EXERCISE DATA:

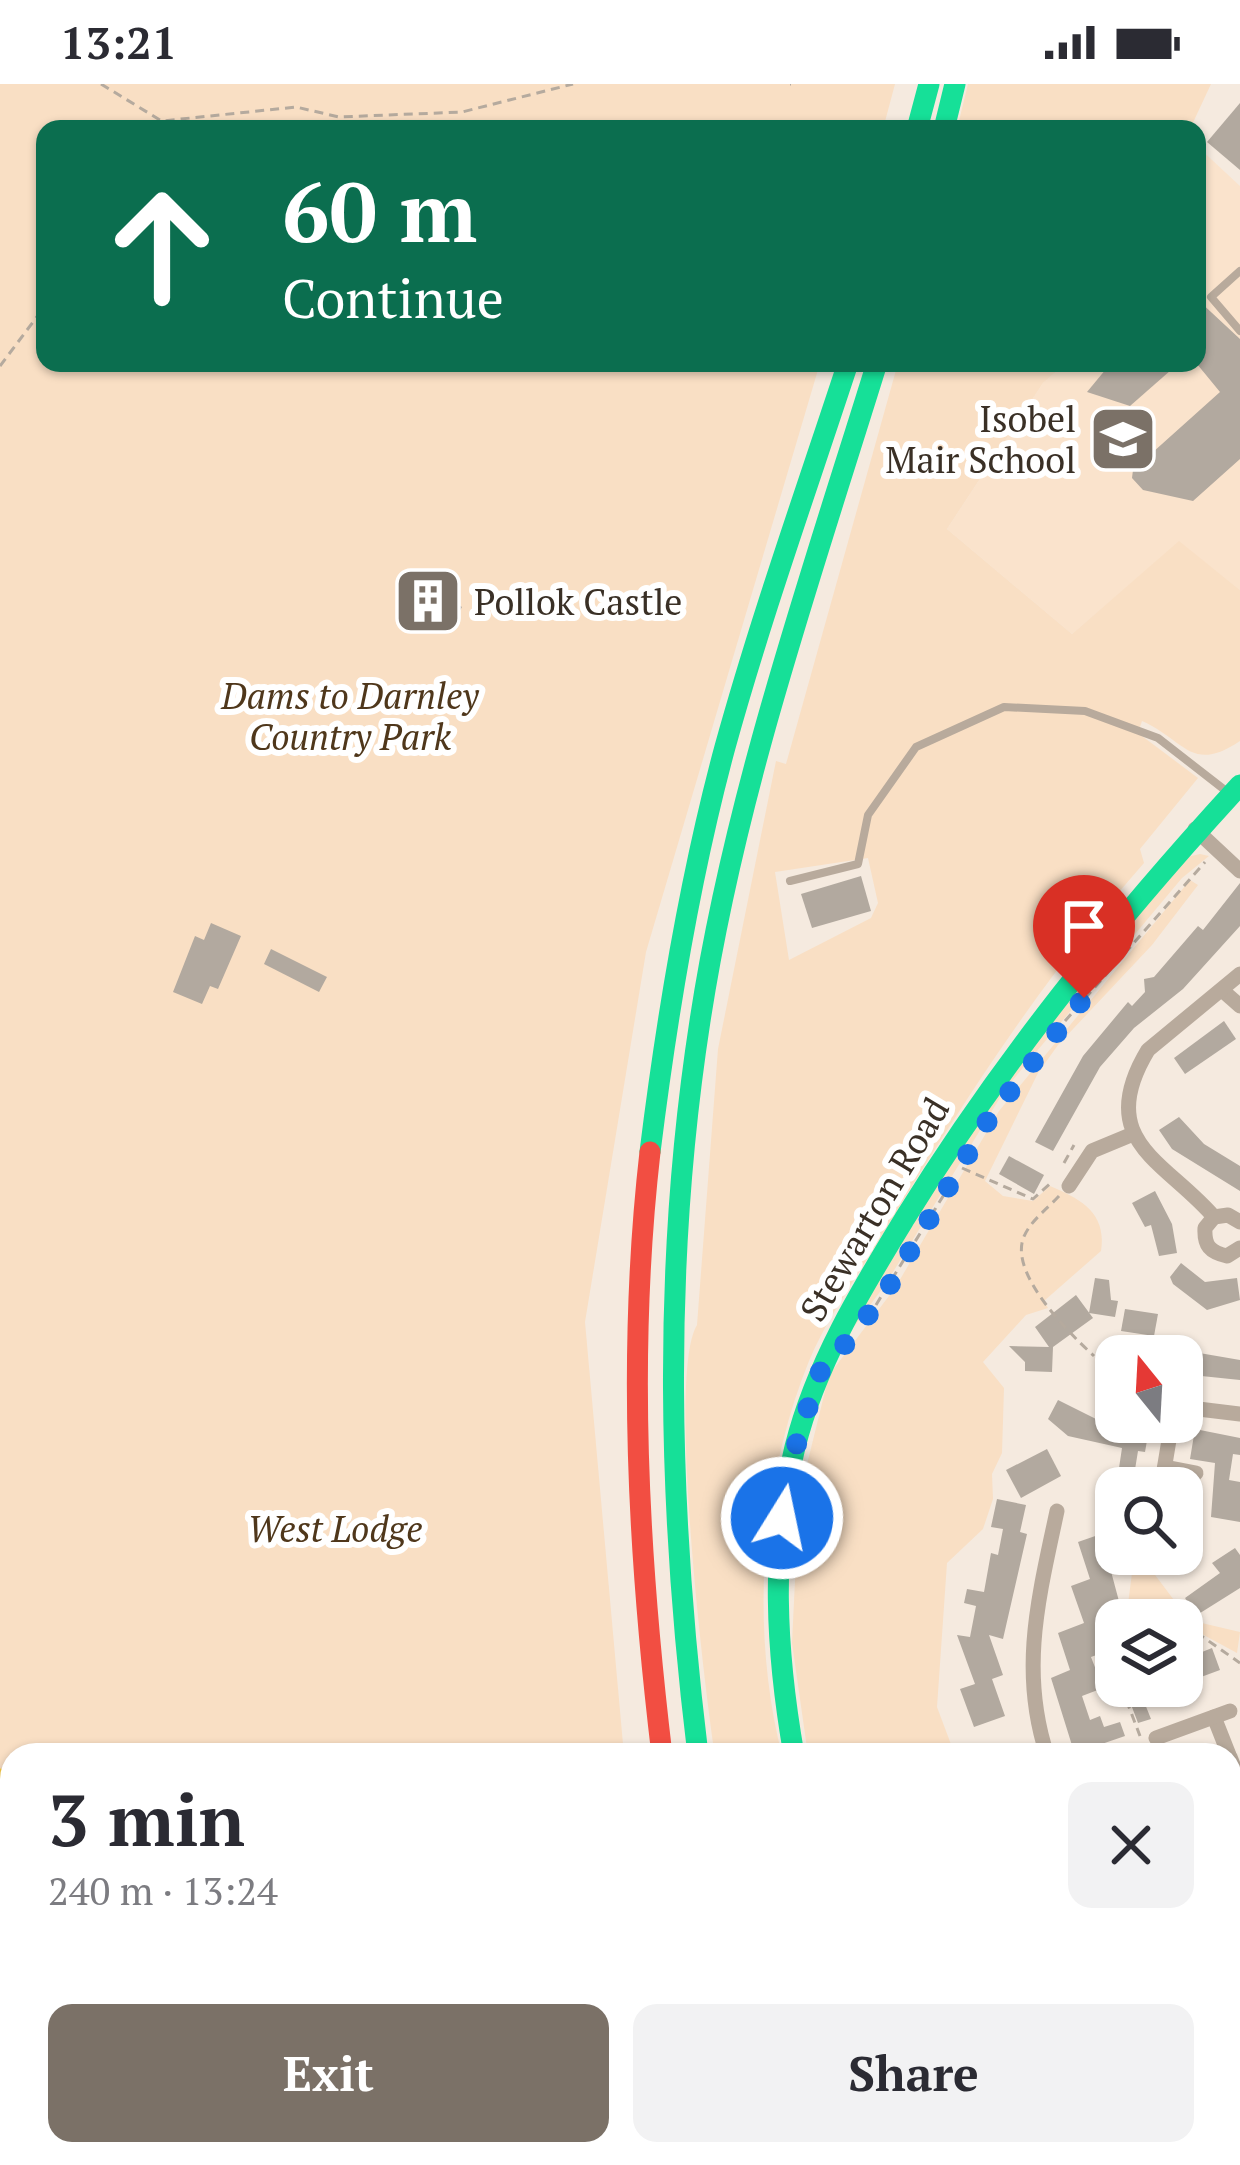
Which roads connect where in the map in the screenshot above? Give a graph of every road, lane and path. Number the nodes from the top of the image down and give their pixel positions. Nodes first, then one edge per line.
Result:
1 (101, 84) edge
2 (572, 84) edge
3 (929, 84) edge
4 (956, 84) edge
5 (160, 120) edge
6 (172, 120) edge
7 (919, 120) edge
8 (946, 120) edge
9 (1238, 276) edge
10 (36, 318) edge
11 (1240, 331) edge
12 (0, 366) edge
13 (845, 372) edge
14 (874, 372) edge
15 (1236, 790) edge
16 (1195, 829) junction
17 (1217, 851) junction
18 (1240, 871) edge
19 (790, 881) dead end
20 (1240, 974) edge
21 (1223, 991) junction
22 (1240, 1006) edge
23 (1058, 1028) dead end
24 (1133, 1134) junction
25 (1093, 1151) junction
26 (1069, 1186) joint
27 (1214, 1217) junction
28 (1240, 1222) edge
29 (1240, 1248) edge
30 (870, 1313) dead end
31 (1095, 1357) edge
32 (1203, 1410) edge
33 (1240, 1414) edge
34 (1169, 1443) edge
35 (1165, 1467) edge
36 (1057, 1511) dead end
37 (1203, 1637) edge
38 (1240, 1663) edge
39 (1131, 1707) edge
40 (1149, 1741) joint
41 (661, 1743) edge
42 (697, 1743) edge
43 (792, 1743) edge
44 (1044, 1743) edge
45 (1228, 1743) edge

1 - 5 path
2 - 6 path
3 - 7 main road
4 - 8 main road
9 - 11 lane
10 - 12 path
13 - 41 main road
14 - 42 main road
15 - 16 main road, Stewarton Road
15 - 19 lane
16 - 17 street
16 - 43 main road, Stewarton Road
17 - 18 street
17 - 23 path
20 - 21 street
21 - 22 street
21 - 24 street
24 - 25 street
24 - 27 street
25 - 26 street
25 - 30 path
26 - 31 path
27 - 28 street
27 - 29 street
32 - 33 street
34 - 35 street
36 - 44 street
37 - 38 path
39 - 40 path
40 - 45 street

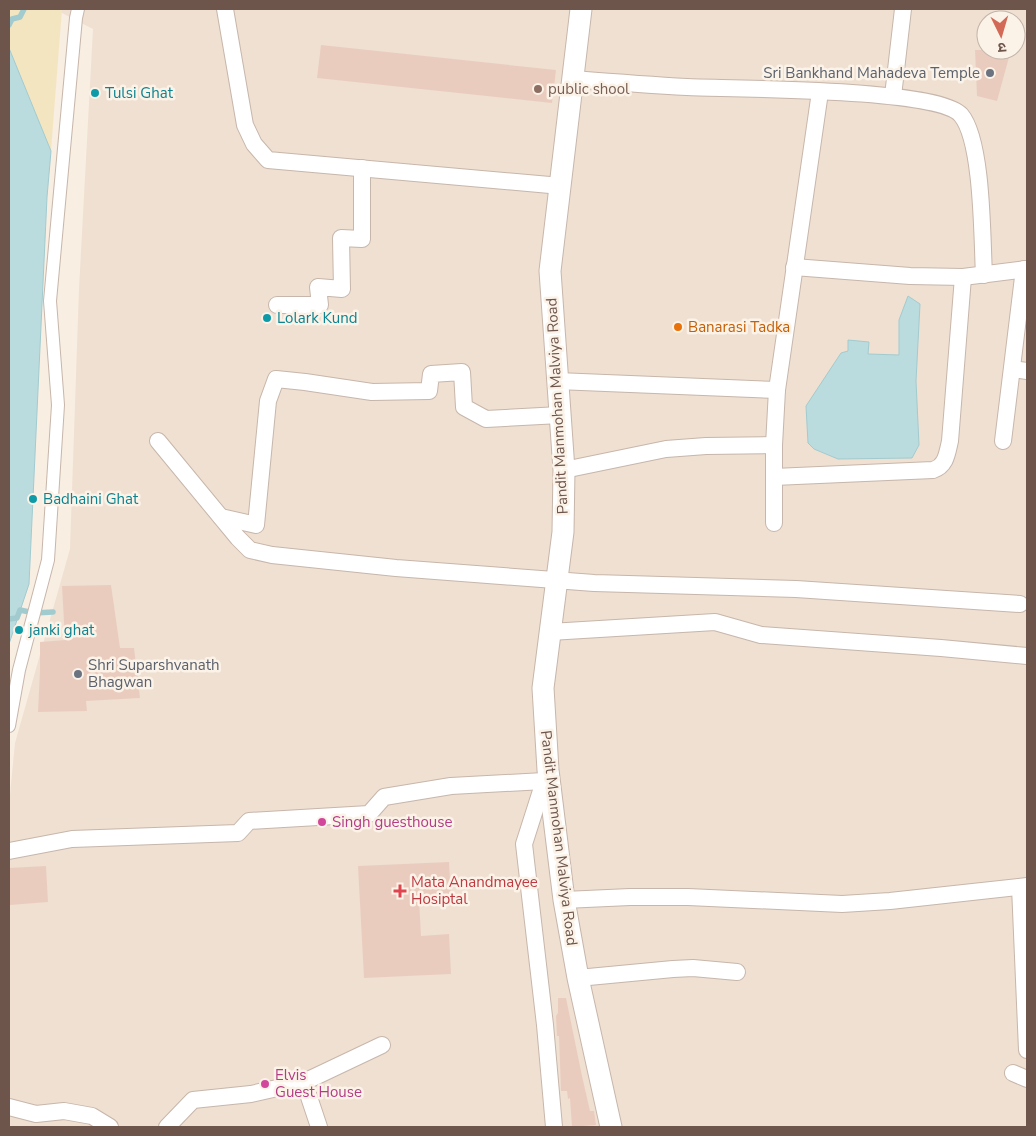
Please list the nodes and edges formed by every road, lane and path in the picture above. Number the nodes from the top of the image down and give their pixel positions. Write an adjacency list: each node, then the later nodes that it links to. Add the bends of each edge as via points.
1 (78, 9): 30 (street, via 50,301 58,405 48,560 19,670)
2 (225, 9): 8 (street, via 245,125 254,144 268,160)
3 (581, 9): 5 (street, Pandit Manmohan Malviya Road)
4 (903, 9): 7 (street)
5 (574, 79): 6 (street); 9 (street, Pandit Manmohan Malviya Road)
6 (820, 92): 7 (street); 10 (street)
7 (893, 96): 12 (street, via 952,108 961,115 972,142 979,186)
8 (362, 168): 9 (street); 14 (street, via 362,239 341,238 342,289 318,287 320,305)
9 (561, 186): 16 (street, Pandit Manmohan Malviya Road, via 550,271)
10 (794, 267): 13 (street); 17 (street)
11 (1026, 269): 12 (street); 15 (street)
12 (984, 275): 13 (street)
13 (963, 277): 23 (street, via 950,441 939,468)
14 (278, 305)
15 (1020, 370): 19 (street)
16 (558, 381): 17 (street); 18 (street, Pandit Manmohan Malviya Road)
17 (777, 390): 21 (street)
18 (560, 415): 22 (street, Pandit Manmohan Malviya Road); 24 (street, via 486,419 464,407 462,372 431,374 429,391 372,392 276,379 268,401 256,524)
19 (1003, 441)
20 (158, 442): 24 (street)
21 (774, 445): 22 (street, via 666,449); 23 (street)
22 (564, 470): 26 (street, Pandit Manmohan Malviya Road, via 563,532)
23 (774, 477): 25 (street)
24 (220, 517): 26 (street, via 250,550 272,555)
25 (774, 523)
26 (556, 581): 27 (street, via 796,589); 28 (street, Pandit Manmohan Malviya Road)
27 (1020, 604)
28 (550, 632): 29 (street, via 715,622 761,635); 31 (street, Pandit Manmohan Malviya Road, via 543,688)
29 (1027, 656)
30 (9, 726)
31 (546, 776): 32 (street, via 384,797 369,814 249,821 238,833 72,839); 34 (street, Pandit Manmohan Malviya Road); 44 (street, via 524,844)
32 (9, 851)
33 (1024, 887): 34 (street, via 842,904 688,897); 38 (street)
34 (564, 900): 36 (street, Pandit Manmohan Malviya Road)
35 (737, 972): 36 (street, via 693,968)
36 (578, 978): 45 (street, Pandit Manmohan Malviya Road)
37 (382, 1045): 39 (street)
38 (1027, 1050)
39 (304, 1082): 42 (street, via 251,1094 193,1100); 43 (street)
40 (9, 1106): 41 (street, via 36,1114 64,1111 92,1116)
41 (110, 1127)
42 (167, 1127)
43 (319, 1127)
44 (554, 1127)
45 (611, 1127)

TASK ITEM:
Go through the records and show every line with the string "give" in it.

EXERCISE RESULT:
Which roads connect where in the map in the screenshot above? Give a graph of every road, lane and path. Number the nodes from the top of the image down and give their pixel positions. Nodes first, then one edge per line.
Please list the nodes and edges formed by every road, lane and path in the picture above. Number the nodes from the top of the image down and give their pixel positions. Write an adjacency list: each node, then the later nodes that it links to. Add the bends of each edge as via points.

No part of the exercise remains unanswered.